ABOUT THIS EXERCISE. Copy each line below holding "text".

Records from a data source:

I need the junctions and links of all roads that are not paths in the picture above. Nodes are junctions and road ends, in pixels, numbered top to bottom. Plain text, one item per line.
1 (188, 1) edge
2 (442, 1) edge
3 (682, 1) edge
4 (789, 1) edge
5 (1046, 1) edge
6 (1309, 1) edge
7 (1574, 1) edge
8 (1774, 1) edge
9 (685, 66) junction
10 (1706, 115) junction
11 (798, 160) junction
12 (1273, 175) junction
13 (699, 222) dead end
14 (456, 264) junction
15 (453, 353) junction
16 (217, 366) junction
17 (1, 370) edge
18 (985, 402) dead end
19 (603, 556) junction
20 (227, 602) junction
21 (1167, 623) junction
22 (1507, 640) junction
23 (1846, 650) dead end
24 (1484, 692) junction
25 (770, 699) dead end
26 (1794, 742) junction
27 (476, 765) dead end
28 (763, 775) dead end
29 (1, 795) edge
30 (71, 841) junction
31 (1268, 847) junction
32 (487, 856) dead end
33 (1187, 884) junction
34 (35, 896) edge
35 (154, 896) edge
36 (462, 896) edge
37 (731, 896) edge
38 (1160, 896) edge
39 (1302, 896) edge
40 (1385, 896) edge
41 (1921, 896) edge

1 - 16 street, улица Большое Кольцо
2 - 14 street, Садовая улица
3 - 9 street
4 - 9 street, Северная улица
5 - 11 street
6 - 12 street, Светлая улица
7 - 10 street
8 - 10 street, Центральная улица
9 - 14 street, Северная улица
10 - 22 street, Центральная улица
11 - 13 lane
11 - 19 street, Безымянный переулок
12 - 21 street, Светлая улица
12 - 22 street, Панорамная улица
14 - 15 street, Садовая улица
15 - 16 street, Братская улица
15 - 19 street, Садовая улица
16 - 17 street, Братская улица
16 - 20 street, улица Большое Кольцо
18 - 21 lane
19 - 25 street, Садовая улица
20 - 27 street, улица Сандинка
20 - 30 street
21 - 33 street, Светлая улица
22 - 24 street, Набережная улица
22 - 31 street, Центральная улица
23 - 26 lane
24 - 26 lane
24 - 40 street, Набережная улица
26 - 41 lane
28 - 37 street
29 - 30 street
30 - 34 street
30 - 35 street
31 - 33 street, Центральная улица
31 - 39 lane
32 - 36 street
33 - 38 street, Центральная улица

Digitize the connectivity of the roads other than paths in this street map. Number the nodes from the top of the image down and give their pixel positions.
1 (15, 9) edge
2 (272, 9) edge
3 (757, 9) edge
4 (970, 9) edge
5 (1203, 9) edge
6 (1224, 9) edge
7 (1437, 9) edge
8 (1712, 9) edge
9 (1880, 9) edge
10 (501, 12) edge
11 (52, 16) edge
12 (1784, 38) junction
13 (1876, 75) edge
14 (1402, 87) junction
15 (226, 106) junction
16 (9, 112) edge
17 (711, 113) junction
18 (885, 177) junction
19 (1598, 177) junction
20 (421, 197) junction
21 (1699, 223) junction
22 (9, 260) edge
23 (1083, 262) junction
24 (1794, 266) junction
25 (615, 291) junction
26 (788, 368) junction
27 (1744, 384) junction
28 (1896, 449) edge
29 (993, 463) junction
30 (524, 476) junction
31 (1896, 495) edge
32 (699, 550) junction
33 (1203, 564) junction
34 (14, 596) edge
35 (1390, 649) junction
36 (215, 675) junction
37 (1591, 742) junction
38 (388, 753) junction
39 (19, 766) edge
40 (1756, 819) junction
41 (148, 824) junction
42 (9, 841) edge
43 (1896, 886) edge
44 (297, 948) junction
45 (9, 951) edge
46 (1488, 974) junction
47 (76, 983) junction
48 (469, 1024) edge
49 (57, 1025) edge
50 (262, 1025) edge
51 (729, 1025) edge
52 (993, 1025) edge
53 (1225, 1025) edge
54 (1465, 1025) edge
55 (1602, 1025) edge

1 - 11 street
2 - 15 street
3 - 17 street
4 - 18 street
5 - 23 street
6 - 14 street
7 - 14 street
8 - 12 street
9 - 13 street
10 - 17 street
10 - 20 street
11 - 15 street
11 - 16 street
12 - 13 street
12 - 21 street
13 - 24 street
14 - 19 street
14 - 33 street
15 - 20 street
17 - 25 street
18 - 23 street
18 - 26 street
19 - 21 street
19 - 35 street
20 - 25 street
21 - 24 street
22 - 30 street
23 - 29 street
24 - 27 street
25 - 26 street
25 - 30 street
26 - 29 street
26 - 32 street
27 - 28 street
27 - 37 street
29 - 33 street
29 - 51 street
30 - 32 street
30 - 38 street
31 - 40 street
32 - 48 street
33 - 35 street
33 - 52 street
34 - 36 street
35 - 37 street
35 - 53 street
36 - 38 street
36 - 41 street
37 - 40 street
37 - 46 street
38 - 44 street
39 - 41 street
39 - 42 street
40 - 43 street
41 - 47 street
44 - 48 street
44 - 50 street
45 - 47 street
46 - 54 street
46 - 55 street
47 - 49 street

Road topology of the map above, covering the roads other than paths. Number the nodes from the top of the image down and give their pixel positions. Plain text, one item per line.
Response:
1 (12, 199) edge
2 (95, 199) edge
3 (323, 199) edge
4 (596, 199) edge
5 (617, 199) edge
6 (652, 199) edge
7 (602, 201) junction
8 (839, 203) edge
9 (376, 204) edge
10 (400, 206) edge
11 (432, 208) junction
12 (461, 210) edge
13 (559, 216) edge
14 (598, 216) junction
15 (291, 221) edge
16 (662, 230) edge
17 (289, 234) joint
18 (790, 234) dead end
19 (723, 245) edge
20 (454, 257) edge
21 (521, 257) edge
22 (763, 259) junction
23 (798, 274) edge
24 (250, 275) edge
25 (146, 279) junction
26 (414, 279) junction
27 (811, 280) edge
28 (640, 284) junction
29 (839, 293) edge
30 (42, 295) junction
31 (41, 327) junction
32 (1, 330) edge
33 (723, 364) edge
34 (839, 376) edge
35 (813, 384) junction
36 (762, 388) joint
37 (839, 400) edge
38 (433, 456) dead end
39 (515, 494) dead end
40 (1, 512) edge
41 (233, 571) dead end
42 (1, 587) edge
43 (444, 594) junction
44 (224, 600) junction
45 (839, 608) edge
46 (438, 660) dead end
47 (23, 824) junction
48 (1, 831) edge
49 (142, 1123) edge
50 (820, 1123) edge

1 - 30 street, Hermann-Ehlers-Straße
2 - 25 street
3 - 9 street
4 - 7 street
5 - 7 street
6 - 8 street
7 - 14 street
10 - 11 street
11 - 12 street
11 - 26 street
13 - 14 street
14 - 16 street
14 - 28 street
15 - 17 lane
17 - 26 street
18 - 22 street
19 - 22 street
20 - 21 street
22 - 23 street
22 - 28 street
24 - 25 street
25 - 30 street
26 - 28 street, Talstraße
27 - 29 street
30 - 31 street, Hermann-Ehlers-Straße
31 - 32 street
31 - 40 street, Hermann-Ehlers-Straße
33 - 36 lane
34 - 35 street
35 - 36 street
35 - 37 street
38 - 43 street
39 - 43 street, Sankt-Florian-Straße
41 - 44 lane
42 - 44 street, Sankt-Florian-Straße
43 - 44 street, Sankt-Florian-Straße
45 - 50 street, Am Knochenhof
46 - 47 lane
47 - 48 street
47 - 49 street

ANSWER TO THIS EXERCISE.
I need the junctions and links of all roads that are not paths in the picture above. Nodes are junctions and road ends, in pixels, numbered top to bottom. Plain text, one item per line.
Road topology of the map above, covering the roads other than paths. Number the nodes from the top of the image down and give their pixel positions. Plain text, one item per line.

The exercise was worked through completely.